_Required work_
From the entries below, reproduce exactly the lines from the one with "ring pip: (942, 835)" through the one with "index dip: (473, 1)", both included, without images.

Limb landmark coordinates
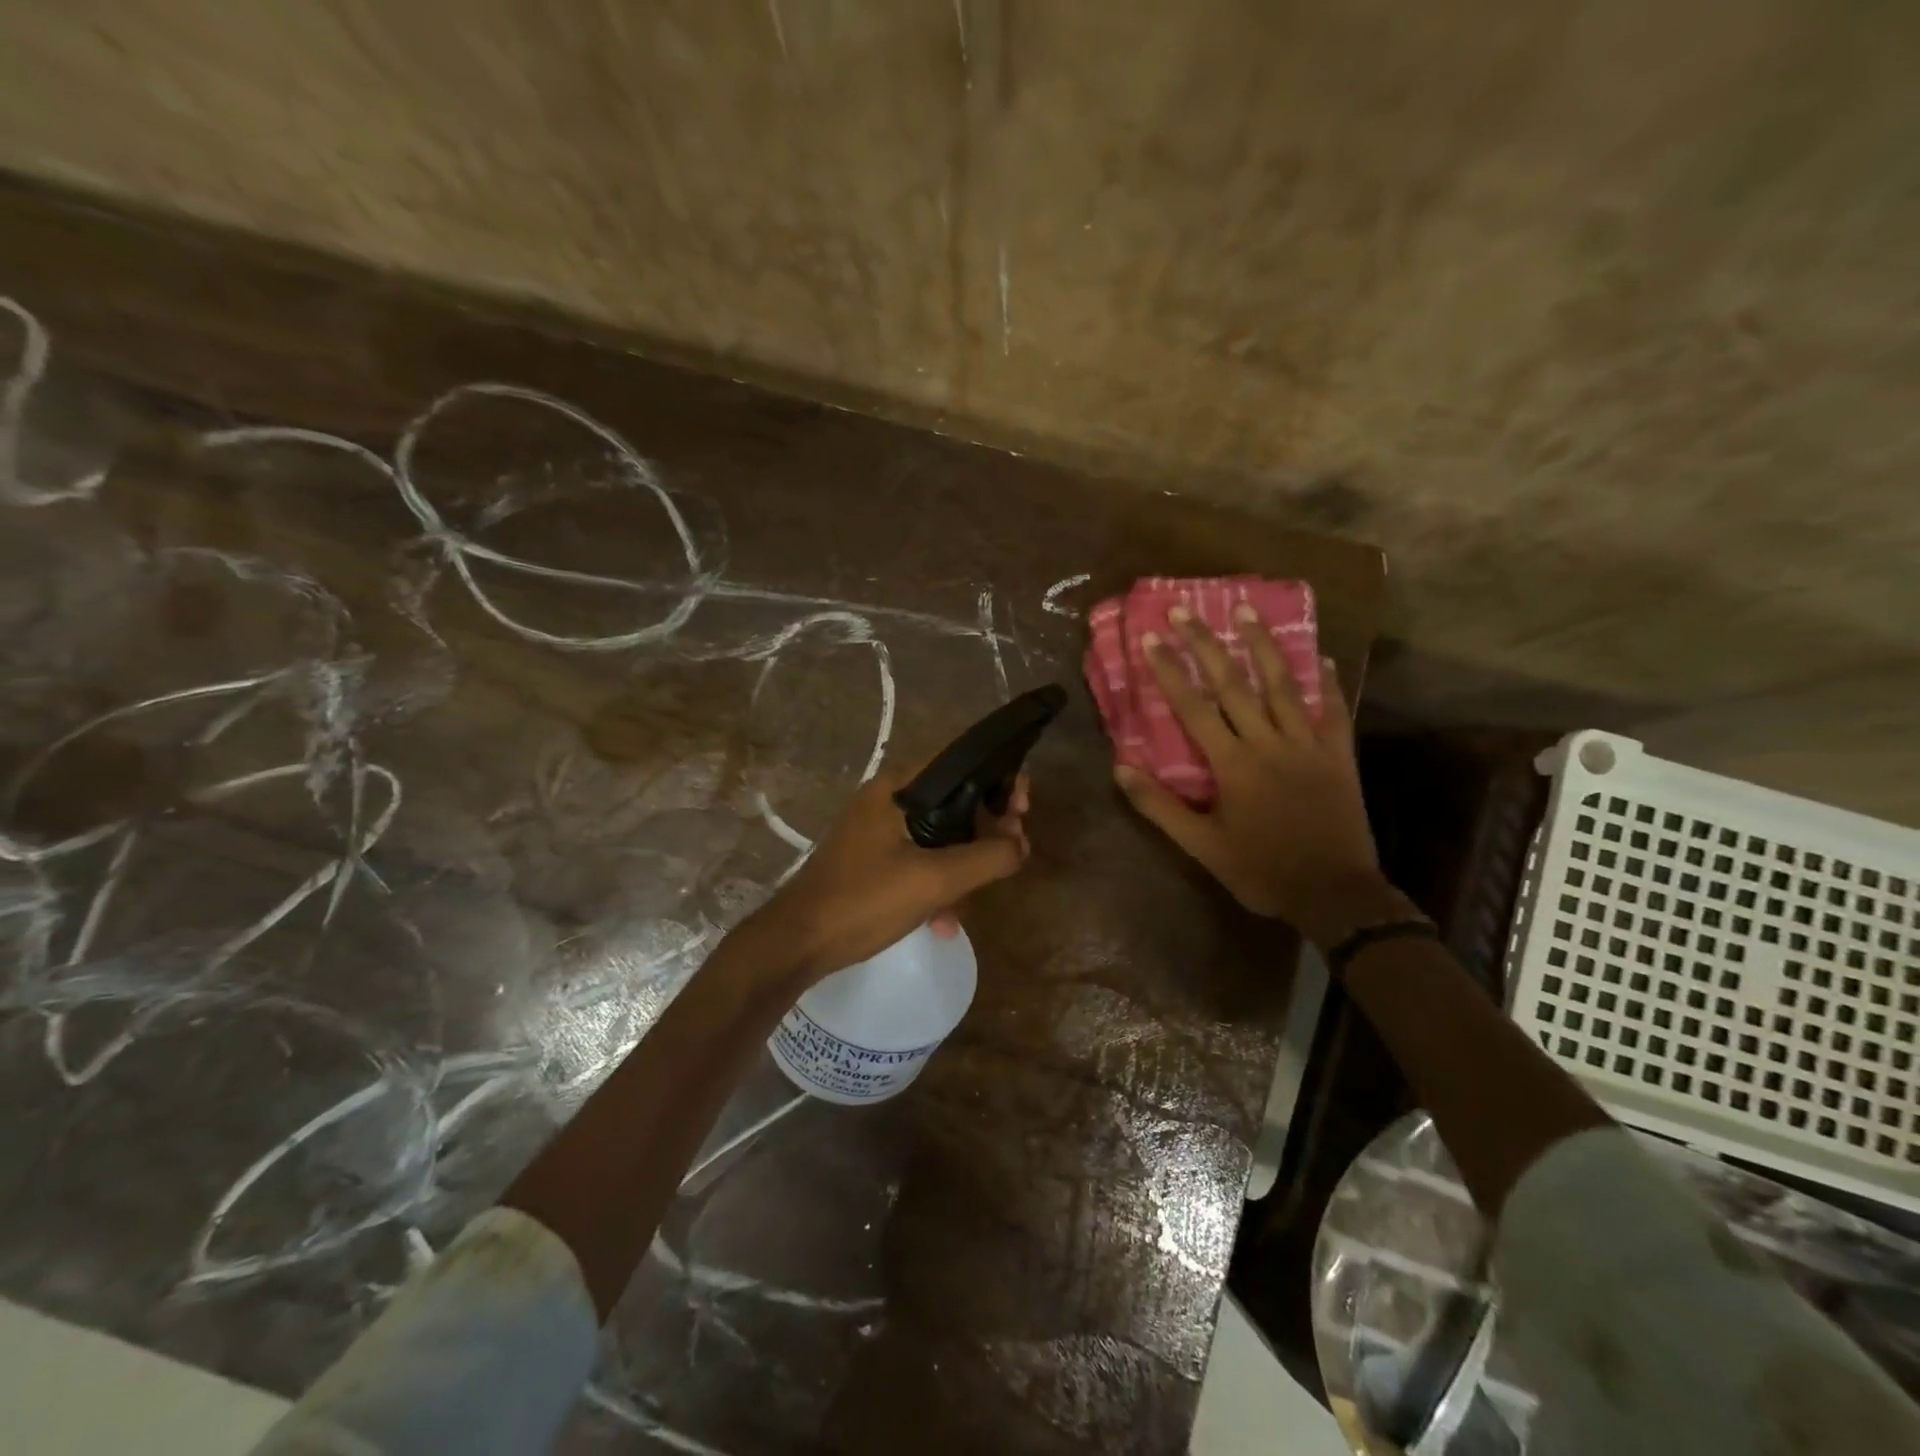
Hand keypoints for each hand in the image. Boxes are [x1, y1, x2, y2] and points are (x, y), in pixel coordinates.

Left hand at [742, 767, 1030, 983]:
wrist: (797, 943)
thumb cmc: (864, 901)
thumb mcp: (934, 880)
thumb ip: (987, 857)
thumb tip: (1022, 844)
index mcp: (899, 786)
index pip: (962, 760)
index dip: (1000, 778)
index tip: (1023, 810)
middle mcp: (889, 797)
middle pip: (956, 800)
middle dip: (987, 831)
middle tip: (1011, 855)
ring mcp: (879, 829)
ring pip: (942, 835)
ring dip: (963, 867)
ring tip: (967, 907)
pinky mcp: (874, 858)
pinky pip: (921, 858)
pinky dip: (938, 883)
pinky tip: (943, 922)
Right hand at [1114, 602, 1380, 937]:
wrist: (1334, 893)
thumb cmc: (1262, 870)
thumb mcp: (1202, 846)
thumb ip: (1160, 807)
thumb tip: (1121, 769)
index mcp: (1233, 764)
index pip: (1193, 707)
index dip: (1170, 670)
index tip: (1152, 638)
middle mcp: (1269, 742)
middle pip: (1234, 684)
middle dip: (1207, 643)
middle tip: (1187, 610)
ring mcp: (1308, 745)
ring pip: (1283, 685)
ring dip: (1263, 645)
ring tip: (1247, 611)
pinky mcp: (1338, 755)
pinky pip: (1332, 710)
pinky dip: (1325, 682)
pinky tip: (1321, 656)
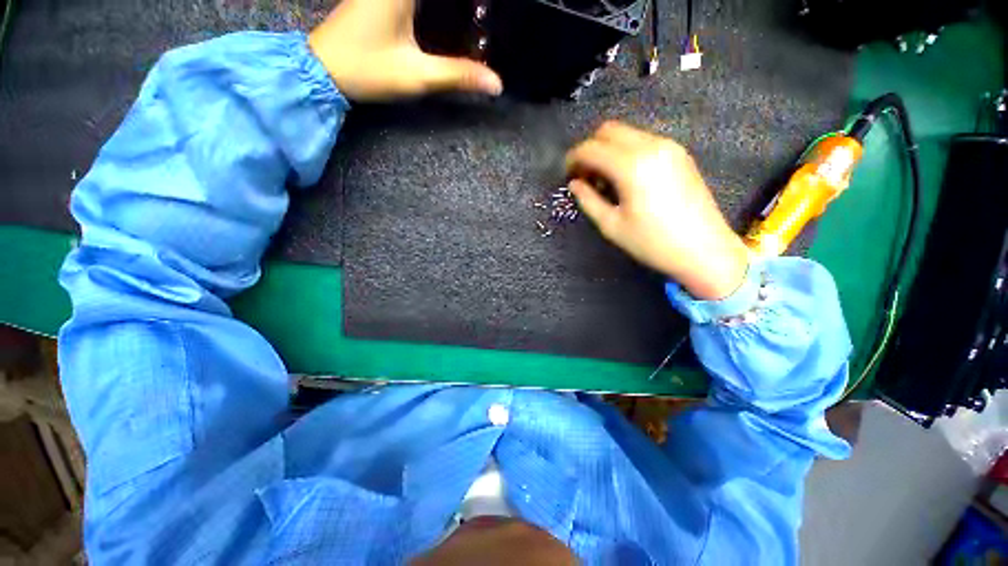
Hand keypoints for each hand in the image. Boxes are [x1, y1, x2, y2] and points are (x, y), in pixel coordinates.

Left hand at [308, 0, 502, 101]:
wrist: (324, 70)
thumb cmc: (368, 70)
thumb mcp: (417, 75)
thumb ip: (458, 75)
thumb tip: (496, 84)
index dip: (473, 1)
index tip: (485, 12)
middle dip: (468, 4)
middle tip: (483, 16)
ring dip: (452, 6)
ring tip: (476, 16)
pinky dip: (438, 6)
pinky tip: (452, 15)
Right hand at [565, 122, 748, 300]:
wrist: (704, 249)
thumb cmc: (652, 243)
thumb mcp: (612, 226)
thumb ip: (589, 200)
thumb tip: (575, 184)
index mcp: (631, 166)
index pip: (591, 148)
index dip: (573, 159)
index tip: (567, 175)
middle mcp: (651, 146)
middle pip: (608, 130)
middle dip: (590, 149)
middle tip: (584, 176)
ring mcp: (668, 146)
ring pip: (627, 133)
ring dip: (608, 150)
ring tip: (604, 180)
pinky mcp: (679, 153)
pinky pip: (643, 141)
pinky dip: (626, 152)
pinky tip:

_Output of the exercise_
ring pip: (942, 835)
ring dip: (963, 867)
ring tip: (967, 907)
pinky mcp: (874, 858)
pinky pip: (921, 858)
pinky dip: (938, 883)
pinky tip: (943, 922)
Right hand at [1114, 602, 1380, 937]:
wrist: (1334, 893)
thumb cmc: (1262, 870)
thumb mcp: (1202, 846)
thumb ip: (1160, 807)
thumb tip: (1121, 769)
index mcp: (1233, 764)
index pip: (1193, 707)
index dip: (1170, 670)
index tip: (1152, 638)
middle mcp: (1269, 742)
middle pip: (1234, 684)
middle dip: (1207, 643)
middle tip: (1187, 610)
ring mcp: (1308, 745)
ring pip: (1283, 685)
ring dip: (1263, 645)
ring tip: (1247, 611)
pinky mcp: (1338, 755)
pinky pip: (1332, 710)
pinky dip: (1325, 682)
pinky tip: (1321, 656)
Hand keypoints for each hand in the image. Boxes are [x1, y1, x2, y2] and points are (x, y), in pixel coordinates.

Left hand at [308, 0, 502, 101]:
wrist: (324, 70)
thumb cmc: (368, 70)
thumb mcp: (417, 75)
thumb ip: (458, 75)
thumb tip: (496, 84)
index dip: (473, 1)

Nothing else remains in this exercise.